CFO left on good terms to accept a position in public service.
Tesla won't show "massive gains" until second half of linear part of s-curve ramp up of model 3, so 2H18 at the earliest. This isn't the problem though; the problem is retail investors focusing too much on eps for what is basically a pre-revenue (M3) venture capital investment.
I'm not at all sure about that. The monetization transactions have been going too slowly. They added more leases than they added securitized debt in Q1, which is going in the wrong direction. I don't think they can offload those revenue streams at will yet.
To quote myself:
I think we can loosely predict the future swings in NCIs and so forth based on this. Lease installs should drop every quarter going forward (since that's the stated intent) so the question is when the tax equity "flips" happen; when this happens the portion of the Hypothetical Liquidation at Book Value which belongs to SolarCity goes way up. (It's around the same time when the bizarre drops in HLBV based on tax assets end.) This time is typically 5 years out.
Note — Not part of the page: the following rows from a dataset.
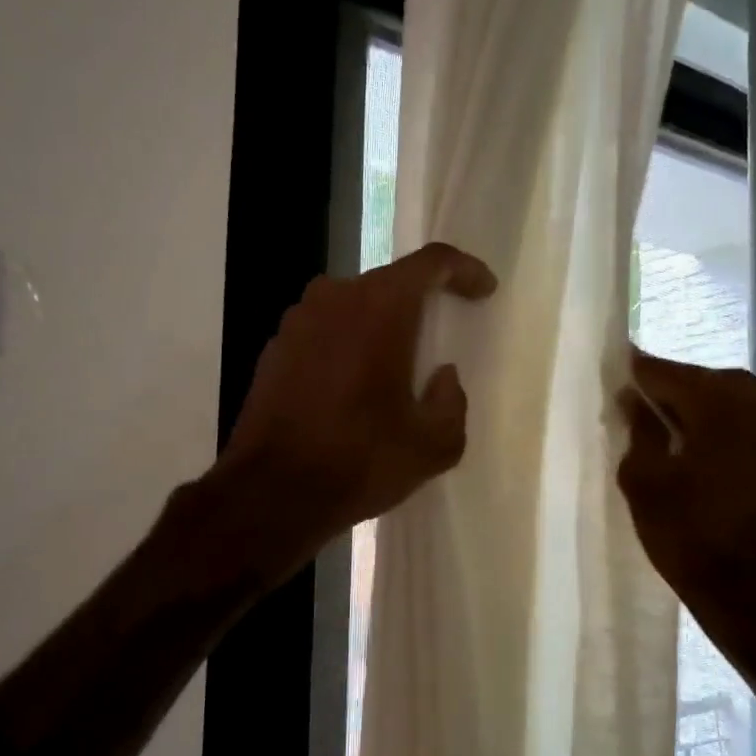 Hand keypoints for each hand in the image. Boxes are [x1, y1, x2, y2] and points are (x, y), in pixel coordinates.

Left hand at [214, 241, 498, 572]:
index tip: (483, 291)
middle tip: (439, 335)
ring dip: (379, 326)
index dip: (464, 270)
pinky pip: (324, 332)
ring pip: (352, 307)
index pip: (431, 262)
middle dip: (420, 303)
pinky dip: (346, 347)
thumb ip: (452, 402)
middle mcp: (334, 298)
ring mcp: (296, 321)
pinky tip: (353, 389)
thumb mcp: (433, 445)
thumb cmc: (359, 461)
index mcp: (380, 308)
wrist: (271, 493)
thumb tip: (442, 378)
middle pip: (389, 283)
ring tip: (394, 368)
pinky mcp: (273, 349)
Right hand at [617, 351, 755, 618]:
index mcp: (716, 399)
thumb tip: (632, 399)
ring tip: (663, 429)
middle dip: (666, 392)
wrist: (744, 583)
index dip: (635, 373)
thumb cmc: (685, 530)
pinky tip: (696, 441)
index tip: (612, 371)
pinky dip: (719, 422)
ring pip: (723, 396)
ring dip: (694, 408)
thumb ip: (638, 428)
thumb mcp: (643, 477)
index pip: (663, 371)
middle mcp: (754, 395)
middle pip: (696, 380)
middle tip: (633, 409)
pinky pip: (744, 415)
SolarCity leased installs were up, by quite a lot, every quarter until a certain point. When? As we approach the five year anniversary of that point, we should see more and more installs "flipping" to SolarCity and after the five-year anniversary of that point the tax equity investor nonsense should be minimal. We'll still have the cash equity investor stuff but that's much more straightforward and consistent.
OK, I'll do my own research
1Q 2015 -- 153 MW
2Q 2015 -- 189 MW
3Q 2015 -- 256 MW
4Q 2015 -- 272 MW
1Q 2016 -- 214 MW
2Q 2016 -- 201 MW
3Q 2016 -- 187 MW
Sooo. The leasing peak was almost certainly in 4Q 2015. We won't see the weird tax equity transactions from this straightening out until the end of 2020.
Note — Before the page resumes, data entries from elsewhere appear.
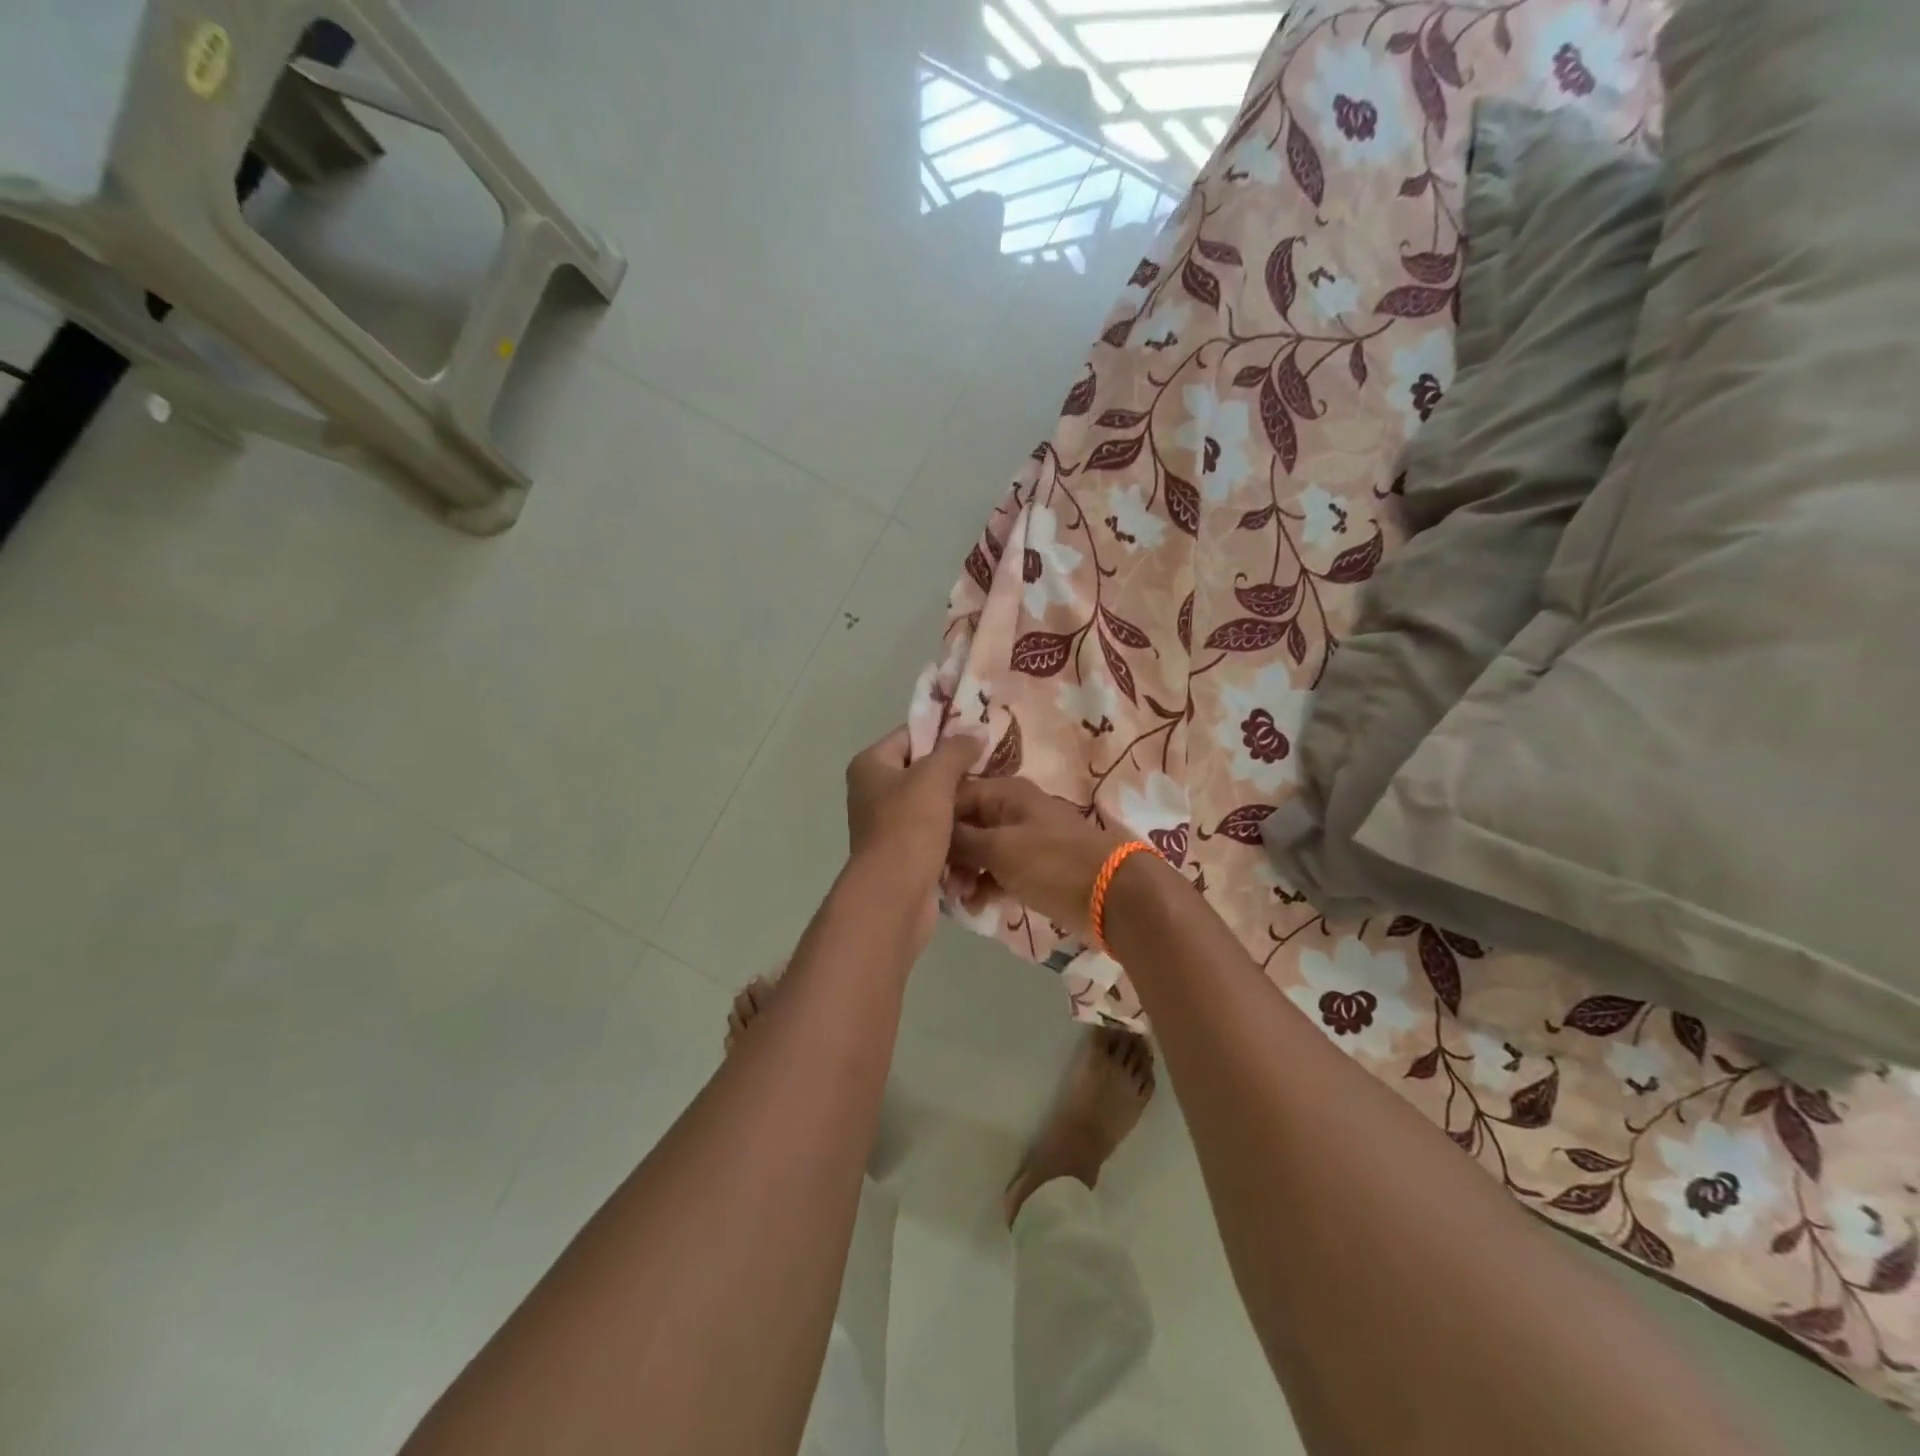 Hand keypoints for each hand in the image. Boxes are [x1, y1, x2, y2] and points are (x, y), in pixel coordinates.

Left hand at [845, 727, 978, 884]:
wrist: (894, 896)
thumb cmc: (908, 827)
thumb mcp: (934, 778)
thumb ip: (956, 750)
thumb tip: (976, 732)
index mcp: (870, 766)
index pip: (910, 736)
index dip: (944, 734)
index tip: (979, 738)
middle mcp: (873, 792)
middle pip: (922, 771)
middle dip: (956, 772)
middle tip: (993, 768)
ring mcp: (888, 825)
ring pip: (932, 804)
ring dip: (959, 804)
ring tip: (992, 797)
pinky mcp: (904, 853)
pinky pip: (935, 833)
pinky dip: (955, 833)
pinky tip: (982, 828)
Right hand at [949, 778, 1128, 936]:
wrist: (1113, 895)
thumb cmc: (1051, 863)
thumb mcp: (1000, 848)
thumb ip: (962, 839)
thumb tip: (933, 833)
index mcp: (1005, 792)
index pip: (955, 795)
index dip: (934, 820)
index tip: (917, 849)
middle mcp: (1012, 810)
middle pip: (966, 824)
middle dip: (949, 853)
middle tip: (941, 882)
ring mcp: (1024, 840)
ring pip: (980, 851)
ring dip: (965, 873)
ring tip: (959, 899)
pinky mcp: (1033, 868)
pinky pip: (998, 871)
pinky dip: (985, 886)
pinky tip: (976, 907)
I hope the accounting change will obviate all of this sort of analysis. Might not.
yes I read that as well VA. Just find it extremely vague. Maybe you know the exact position? He worked at Google for 13 years or so....
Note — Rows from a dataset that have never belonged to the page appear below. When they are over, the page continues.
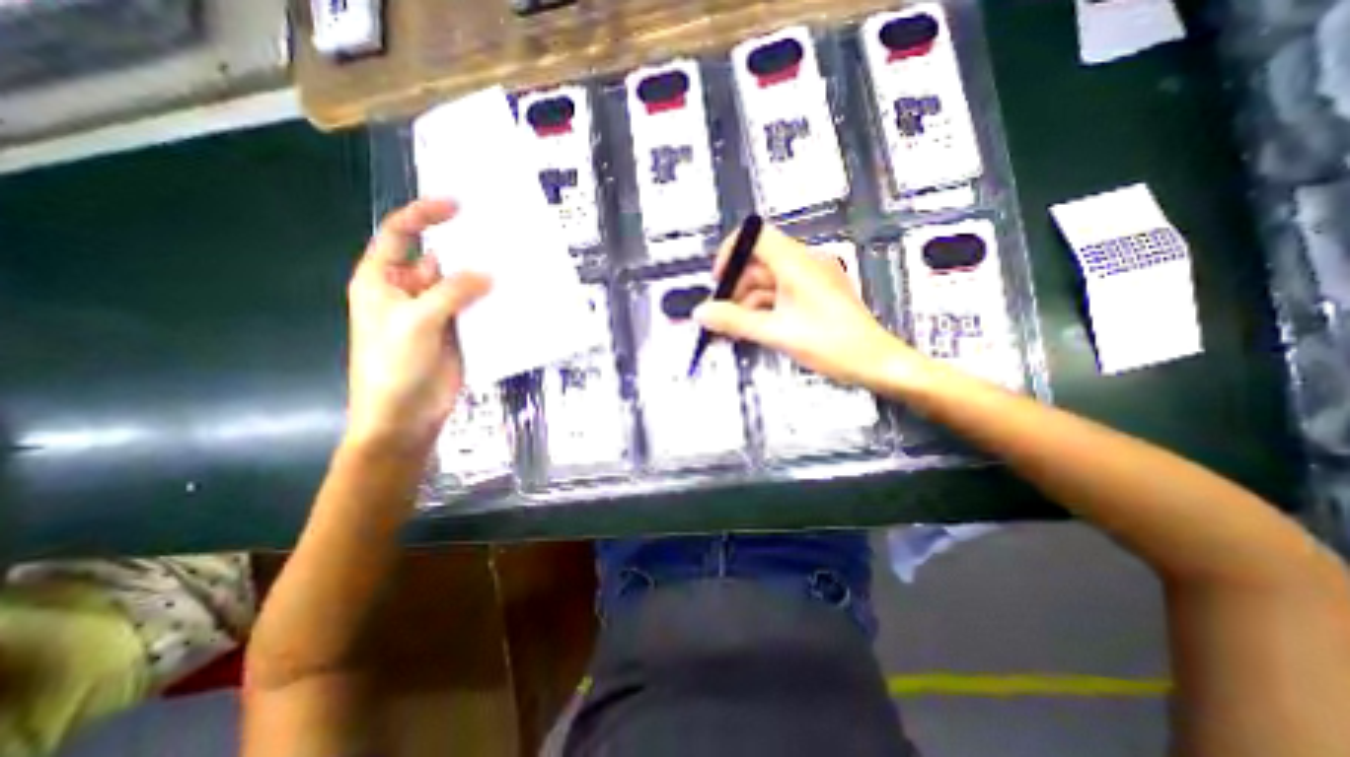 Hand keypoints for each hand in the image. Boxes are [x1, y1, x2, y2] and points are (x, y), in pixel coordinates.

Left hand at [343, 197, 493, 453]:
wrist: (406, 415)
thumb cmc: (394, 365)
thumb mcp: (416, 322)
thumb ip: (451, 293)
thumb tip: (488, 274)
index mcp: (383, 281)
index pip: (399, 236)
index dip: (423, 216)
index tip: (456, 206)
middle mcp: (410, 292)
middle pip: (437, 258)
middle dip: (463, 246)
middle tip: (498, 234)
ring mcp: (437, 313)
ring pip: (462, 285)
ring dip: (482, 276)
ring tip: (513, 262)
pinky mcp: (459, 332)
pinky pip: (477, 309)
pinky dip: (492, 302)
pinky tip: (513, 295)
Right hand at [694, 221, 930, 389]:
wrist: (876, 363)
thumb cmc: (832, 344)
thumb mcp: (777, 333)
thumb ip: (735, 322)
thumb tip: (701, 313)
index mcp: (797, 263)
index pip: (756, 235)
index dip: (731, 252)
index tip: (718, 280)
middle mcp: (804, 265)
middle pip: (758, 263)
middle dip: (736, 288)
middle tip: (721, 316)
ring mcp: (810, 281)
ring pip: (767, 283)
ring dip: (747, 303)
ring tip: (734, 330)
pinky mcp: (814, 297)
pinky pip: (780, 295)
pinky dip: (763, 309)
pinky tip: (753, 329) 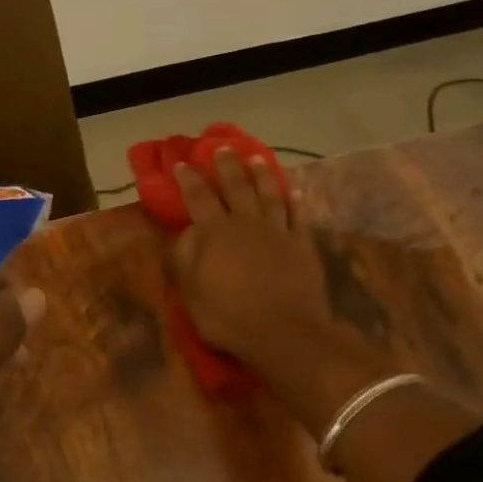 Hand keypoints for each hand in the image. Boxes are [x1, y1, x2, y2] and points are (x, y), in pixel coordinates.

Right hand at [170, 150, 398, 432]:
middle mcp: (247, 224)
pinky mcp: (302, 245)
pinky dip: (293, 202)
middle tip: (221, 148)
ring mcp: (278, 232)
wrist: (285, 333)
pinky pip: (297, 216)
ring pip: (269, 195)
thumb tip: (184, 235)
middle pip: (236, 187)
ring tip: (256, 159)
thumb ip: (184, 261)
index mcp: (216, 234)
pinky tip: (292, 191)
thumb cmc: (229, 318)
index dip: (188, 180)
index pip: (198, 198)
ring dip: (261, 175)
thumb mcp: (192, 295)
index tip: (181, 163)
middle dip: (227, 166)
I'd be more concerned if the replacement wasn't deepak.
Why do you assume they want to securitize the debt?
Tesla/SCTY managements may have a more favorable view of the asset quality and the strength of the borrower base (i.e. 700+ avg credit score) than potential investors in these leases. In that case, wouldn't they want to collect the cash flows themselves?
I have experience in M&A and also some experience in purchase accounting as part of M&A transactions, both on sell-side and buy-side.
This is likely a one-time adjustment, possibly related to valuation of identifiable intangible assets and/or goodwill. Note that the investor letter specifically points out this was a non-cash adjustment, so it may be a depreciation assumption or discount rate adjustment on lease payments or a write-down of Silevo goodwill et cetera. 10Q will include more detail.
The important point is: it is non-cash and very likely one-time, so I would expect it to not be an issue in future quarters.
8-9% cash flow for a company with 70% yoy growth. Math=unload it
Tesla is capital intensive. They want the cash now to build Gigafactories with, rather than getting it a decade down the road.
Other way to put it is: this cash flow stream is really not giving them a good ROI. *Maybe* 8%-9%. They can get much better ROI on the next Gigafactory.
I agree. Marginal ROIC is extremely high.